● **The task**
How many lines in the data below include the word "枫树湾路"? Respond with the number, nothing more.
****************
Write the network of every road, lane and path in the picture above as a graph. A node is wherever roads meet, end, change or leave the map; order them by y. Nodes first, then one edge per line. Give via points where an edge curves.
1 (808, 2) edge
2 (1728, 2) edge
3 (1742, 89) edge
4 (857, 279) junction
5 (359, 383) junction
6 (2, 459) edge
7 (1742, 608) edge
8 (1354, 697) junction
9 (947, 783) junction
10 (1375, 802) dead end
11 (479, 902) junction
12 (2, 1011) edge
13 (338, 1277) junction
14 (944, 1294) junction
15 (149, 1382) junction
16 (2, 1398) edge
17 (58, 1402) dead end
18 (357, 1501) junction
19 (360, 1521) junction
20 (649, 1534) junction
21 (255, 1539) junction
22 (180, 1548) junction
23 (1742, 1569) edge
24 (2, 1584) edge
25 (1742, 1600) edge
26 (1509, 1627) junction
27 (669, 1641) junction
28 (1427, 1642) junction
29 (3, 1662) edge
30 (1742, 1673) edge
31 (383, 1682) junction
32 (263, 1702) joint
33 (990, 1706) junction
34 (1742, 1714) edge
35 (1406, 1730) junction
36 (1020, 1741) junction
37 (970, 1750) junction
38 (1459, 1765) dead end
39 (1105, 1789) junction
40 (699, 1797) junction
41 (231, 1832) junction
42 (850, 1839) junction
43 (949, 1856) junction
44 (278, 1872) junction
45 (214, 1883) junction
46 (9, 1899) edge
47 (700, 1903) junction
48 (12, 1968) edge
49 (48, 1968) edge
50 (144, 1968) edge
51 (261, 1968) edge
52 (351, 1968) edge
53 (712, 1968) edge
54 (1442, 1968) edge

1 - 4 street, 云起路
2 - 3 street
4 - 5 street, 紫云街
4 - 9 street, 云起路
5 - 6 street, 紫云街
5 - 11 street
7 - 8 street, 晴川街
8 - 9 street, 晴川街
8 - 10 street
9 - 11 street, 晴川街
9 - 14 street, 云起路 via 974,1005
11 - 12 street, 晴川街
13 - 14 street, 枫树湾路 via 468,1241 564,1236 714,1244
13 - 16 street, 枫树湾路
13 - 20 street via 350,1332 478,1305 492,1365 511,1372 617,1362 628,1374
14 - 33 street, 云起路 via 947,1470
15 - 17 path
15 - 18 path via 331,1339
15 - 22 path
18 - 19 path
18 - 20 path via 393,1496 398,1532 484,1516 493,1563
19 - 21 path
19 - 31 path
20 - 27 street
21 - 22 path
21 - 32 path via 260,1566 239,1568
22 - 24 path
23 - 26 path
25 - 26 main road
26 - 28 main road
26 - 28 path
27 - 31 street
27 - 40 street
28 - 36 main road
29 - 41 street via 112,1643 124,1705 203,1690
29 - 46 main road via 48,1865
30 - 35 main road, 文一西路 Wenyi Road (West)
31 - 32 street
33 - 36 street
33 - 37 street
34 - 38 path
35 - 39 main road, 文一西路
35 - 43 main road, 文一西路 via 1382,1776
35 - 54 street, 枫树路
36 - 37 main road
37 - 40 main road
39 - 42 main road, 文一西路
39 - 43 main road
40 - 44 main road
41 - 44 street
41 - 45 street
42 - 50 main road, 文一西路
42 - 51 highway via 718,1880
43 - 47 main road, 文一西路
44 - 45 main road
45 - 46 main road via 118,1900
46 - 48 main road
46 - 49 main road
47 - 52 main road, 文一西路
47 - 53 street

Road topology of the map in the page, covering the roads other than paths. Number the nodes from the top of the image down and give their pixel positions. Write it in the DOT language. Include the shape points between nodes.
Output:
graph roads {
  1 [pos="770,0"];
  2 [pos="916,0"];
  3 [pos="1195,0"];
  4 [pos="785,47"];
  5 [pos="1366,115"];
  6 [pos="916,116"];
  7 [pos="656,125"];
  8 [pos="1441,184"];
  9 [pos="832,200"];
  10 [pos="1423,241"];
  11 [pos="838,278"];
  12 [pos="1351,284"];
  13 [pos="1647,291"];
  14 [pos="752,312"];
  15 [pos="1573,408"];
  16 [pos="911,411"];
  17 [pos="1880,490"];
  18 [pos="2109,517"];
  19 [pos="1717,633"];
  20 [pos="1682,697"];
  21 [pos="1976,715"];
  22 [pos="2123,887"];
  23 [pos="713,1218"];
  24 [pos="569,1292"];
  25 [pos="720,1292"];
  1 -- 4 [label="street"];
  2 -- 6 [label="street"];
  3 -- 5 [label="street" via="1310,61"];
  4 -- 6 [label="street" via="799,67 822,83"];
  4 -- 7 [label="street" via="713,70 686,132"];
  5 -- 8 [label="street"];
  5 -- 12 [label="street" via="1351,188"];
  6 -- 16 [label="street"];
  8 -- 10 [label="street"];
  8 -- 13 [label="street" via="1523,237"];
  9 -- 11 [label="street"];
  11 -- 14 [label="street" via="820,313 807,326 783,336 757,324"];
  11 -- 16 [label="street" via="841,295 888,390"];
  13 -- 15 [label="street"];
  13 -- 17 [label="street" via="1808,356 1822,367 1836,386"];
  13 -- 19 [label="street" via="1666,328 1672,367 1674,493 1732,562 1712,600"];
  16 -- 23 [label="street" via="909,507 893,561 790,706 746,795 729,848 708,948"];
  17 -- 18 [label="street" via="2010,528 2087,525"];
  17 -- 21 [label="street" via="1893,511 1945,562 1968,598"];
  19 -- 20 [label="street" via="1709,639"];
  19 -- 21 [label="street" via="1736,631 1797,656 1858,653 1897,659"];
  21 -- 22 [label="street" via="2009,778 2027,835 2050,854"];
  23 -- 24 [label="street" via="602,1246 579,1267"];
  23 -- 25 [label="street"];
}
****************
● **Solved exercise**
2